Third, our findings call for increased attention to methodological debates that also impact ethical considerations. Our interviewees pointed to the broader ramifications of how ML models are trained in academic research to highlight ethical shortfalls. Many reflected critically on the current climate of hype and the danger of a new AI winter, brought about by overly optimistic promises and a lack of methodological rigor [72]. Methodological concern was also tangible in calls for proper external validation to ensure the generalizability of ML systems across different demographics [65], and with view to the increasing importance placed on the diversity of cohort and data in clinical research [73]. Other much-discussed aspects of fairness, e.g., the problem of competing fairness standards [74, 75], were not raised. These findings suggest that more empirical research is needed on how closely current studies of ML in psychiatry adhere to established reporting guidelines such as SPIRIT or CONSORT [76, 77]. Debates on policy should also further address whether additional incentives are needed, as suggested by the experts, to foster the collection of representative and context-sensitive training data and to encourage multi-centered collaborations in the particular context of psychiatry.Footnote 2 Such policy debates should also address the issue of sharing not only data but also the models itself, for which clear theoretical foundations need to be established.

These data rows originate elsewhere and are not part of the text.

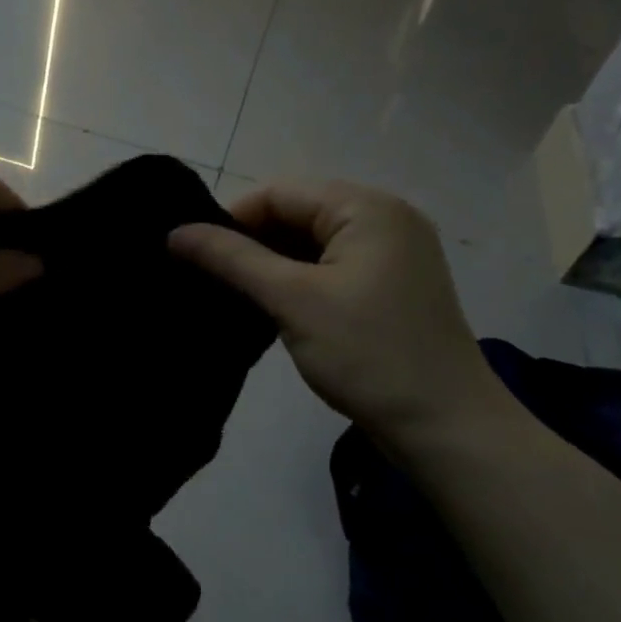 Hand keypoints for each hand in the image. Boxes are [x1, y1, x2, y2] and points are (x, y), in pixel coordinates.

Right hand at [169, 181, 506, 441]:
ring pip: (309, 244)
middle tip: (203, 277)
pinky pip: (327, 269)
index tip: (191, 255)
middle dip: (248, 243)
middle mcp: (384, 220)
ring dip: (269, 265)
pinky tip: (265, 306)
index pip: (279, 193)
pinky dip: (294, 282)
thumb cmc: (368, 354)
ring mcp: (391, 256)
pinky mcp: (388, 289)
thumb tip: (174, 232)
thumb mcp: (292, 300)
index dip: (230, 219)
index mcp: (367, 208)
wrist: (446, 429)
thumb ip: (231, 259)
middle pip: (295, 214)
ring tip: (227, 293) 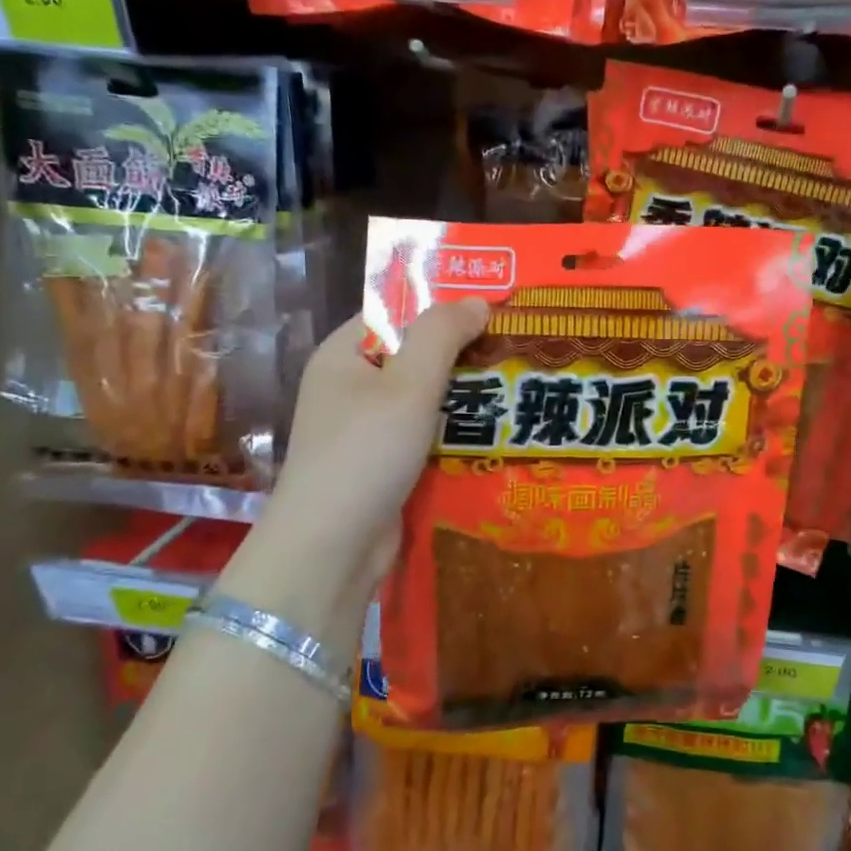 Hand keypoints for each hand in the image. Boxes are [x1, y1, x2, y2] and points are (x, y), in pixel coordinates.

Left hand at [219, 300, 488, 636]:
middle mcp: (351, 387)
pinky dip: (456, 431)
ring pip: (426, 398)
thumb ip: (441, 336)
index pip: (396, 313)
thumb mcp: (407, 386)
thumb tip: (477, 300)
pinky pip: (427, 434)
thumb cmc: (365, 455)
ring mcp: (367, 429)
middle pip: (415, 355)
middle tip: (519, 345)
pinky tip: (498, 430)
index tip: (495, 305)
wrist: (331, 551)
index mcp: (343, 355)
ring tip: (520, 383)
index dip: (443, 305)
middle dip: (464, 352)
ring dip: (466, 394)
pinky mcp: (385, 465) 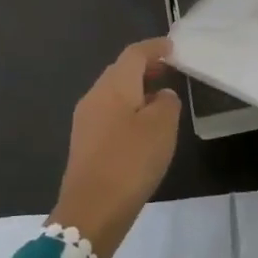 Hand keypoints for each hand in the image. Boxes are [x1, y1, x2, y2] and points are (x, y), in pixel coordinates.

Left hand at [50, 38, 181, 257]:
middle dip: (145, 67)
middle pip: (121, 71)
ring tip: (160, 99)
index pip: (134, 54)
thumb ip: (167, 102)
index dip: (154, 48)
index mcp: (114, 85)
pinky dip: (127, 110)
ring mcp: (85, 120)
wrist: (91, 211)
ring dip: (136, 90)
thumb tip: (161, 95)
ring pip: (114, 93)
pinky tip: (142, 128)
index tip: (172, 47)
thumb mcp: (162, 128)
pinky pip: (109, 113)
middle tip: (169, 70)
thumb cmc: (130, 161)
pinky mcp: (84, 142)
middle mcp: (95, 95) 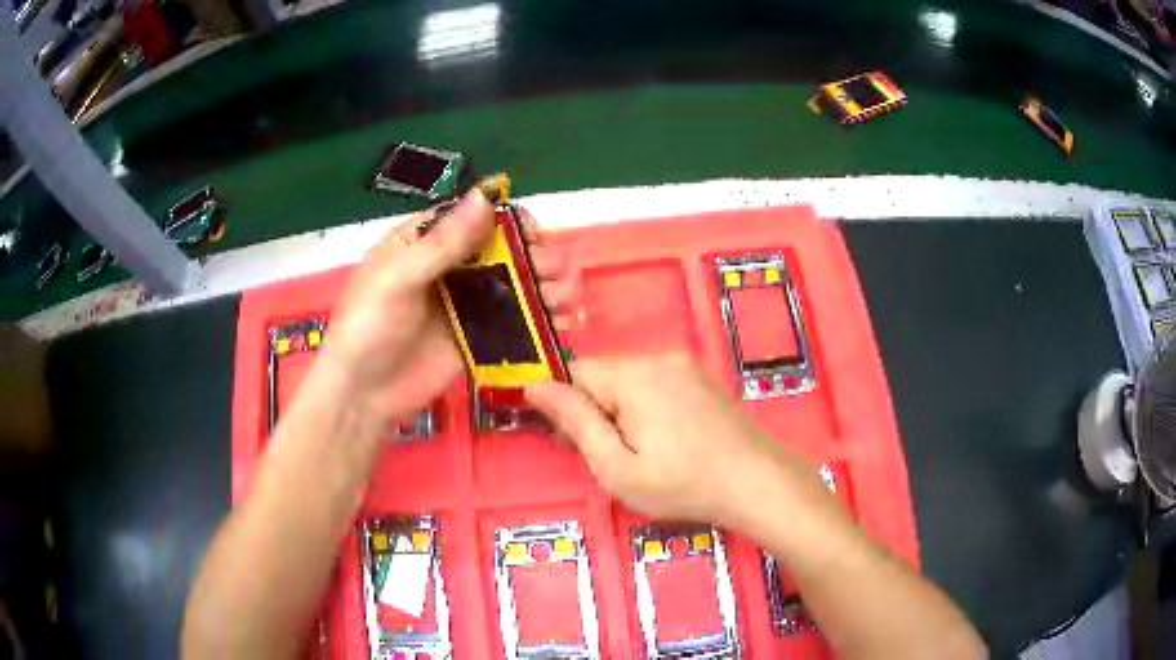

There are several limitations to our study. As with any qualitative research, our findings are not generalizable and only reflect the attitudes and opinions within a limited sample of experts in Germany and Switzerland. Due to our highly targeted sampling, our participants were not representative of society, as highlighted for instance by the small number of female participants, reflecting the underrepresentation of women in the field. In addition, our interviews do not reflect the views and attitudes of potentially larger groups of stakeholders that will be affected by the introduction of ML into psychiatry, first and foremost the affected patients. While ethical research interviewing experts on psychiatric ML seemed most promising at the moment, given the nascent stage of clinical ML employed in psychiatry, more empirically informed research will be crucial, accompanying the implementation of psychiatric ML [15]. Furthermore, the direct involvement of the interviewer in the research field may have shaped his interaction with participants, while in turn social desirability, e.g., being critical of ML when talking to a colleague from ethics, may have shaped answers to our open questions. However, since the aim of our qualitative study was exploratory rather than striving for a representative depiction, we do believe that these limitations do not draw away from the novelty of our insights.

5 Conclusion

Our study adds to the emerging corpus of empirical literature on the ethics of using ML in psychiatric settings. It highlights the need for further ethical reflection concerning the ramifications of developing and using ML models for mental health to avoid that predictions become self-fulfilling prophecies, and to ascertain that promises of explainability do not serve as ethical fig leaf. We have pointed out that the conditions of academic research in the field may require further incentives for rigorous methodology, that current attempts of explainability should be questioned concerning their utility for end-users, and that a careful balance needs to be found to safeguard important features of doctor–patient relationships once an ML model gets involved. Early involvement of ethical considerations in the development pipeline [16] seems therefore as crucial as stratified basic education on computer science both of physicians and the public, in line with the detailed recommendations of others [80]. This may in turn also facilitate to not overstate the promises of ML and safeguard the importance of the interpersonal interactions fundamental to medical practice.